Il 13% dei musei italiani si trova in Toscana. In Italia ce ne sono 4.120, qui, 553, alcuni tra i più famosi al mondo, a cominciare dagli Uffizi. Di questi 553 musei, 246 raccolgono capolavori d’arte, 88 sono archeologici, 48 raccontano la storia della scienza e della tecnica, 40 dedicati alle tradizioni locali, artigiane o contadine e il resto a temi specialistici, dall’archeologia industriale al calcio, o alla storia del territorio. Quasi la metà appartiene agli Enti locali, 86 allo Stato o alle Università, 61 agli Enti ecclesiastici. La maggior parte è a Firenze ma molti sono nei piccoli comuni.

Per proteggere, preservare, custodire e far crescere questo tesoro lavorano ogni giorno in Toscana circa 2.600 persone. Il prezzo d’ingresso per un museo si aggira intorno ai 2,58 euro e circa il 26,9% degli incassi dei musei italiani viene dalla Toscana: 22 milioni di euro all’anno. Sono all’incirca 6 milioni all’anno i visitatori dei musei statali della Toscana.

PAESAGGIO E TERRITORIO

In Toscana sono stati censiti e georeferenziati 7.707 vincoli monumentali e archeologici nonché 384 vincoli paesaggistici per un totale di 8.091 beni e aree vincolate. Inoltre sono stati censiti, e inseriti in uno specifico datebase accessibile in linea, 3.560 edifici religiosi (chiese, abbazie, cappelle …) di cui ben 3.167 già georeferenziati.

BIBLIOTECHE

Arrivate a quota 1.000 le biblioteche in Toscana, ma la corsa non si ferma qui. Al vertice della graduatoria le 314 biblioteche di istituzioni religiose e le altrettante strutture classificate come “speciali”. Seguono le 280 biblioteche di enti pubblici, le 57 universitarie, le 29 scolastiche. le 6 statali. Per un totale, appunto, di 1.000 strutture.

La Torre di Pisa (enriqueburgosgarcia)

CHIESE E MONASTERI

In Toscana ci sono 2.043 “luoghi di fede” di particolare interesse religioso e culturale: per la maggior parte relativi al culto cattolico ma anche di altre religioni.
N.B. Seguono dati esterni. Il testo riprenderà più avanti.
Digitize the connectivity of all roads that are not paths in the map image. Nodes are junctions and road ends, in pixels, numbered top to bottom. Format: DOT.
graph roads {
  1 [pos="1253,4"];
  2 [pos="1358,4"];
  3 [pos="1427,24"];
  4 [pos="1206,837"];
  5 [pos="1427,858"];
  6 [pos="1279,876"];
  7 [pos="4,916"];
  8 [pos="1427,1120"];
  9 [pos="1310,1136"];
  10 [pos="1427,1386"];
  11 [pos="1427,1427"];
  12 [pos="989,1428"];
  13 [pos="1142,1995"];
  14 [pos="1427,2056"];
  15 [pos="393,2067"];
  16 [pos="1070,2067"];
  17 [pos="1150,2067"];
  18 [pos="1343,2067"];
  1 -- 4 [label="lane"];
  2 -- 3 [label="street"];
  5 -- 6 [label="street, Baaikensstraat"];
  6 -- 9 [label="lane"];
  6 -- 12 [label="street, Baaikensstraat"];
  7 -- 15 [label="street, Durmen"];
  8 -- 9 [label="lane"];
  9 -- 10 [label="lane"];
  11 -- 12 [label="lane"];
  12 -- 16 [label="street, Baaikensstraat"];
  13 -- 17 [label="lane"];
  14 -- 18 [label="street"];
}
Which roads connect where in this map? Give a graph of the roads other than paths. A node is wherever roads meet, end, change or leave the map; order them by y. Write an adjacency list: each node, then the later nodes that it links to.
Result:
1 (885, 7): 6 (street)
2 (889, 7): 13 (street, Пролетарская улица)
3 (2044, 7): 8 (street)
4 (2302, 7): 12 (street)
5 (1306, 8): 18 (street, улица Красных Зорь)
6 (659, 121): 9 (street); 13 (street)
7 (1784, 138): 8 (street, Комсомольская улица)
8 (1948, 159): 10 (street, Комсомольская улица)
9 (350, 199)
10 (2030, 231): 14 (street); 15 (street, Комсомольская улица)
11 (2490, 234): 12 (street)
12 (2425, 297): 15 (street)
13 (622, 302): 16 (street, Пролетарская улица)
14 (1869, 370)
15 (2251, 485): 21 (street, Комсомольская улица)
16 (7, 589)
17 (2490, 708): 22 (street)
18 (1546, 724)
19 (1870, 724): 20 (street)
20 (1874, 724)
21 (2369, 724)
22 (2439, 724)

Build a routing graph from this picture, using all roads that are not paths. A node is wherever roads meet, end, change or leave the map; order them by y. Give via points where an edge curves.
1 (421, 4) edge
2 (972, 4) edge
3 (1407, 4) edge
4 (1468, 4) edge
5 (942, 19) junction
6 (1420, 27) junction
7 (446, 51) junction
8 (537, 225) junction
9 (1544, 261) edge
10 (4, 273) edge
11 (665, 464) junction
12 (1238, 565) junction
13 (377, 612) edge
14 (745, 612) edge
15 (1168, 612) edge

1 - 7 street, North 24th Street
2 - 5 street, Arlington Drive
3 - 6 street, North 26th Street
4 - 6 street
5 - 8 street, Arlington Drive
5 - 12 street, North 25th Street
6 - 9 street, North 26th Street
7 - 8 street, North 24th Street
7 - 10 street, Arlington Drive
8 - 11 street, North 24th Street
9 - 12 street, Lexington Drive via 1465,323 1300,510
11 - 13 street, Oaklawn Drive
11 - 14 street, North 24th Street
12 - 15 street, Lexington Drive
Sono una parte dell’immenso patrimonio storico-religioso che fa della Toscana uno fra i territori più interessanti da questo punto di vista nel mondo.

CINEMA E TEATRI

La sala cinematografica immaginaria che assomma tutti i posti di tutte le sale attive in Toscana ospiterebbe – tra platea e galleria – più di 137 mila spettatori. Le sale toscane sono, in tutte le diverse tipologie, 304 con 449 schermi. Nel complesso delle tipologie, la Toscana vanta anche 78 “arene” (con 79 schermi e quasi 28 mila posti).

Il sistema teatrale che si appoggia su una moltitudine di strutture, oltre 200, con diverse tipologie: dai teatri di grandi dimensioni nelle principali città toscane ai piccoli teatrini dislocati sull’intero territorio. Strutture, assai spesso, di grande pregio storico-artistico.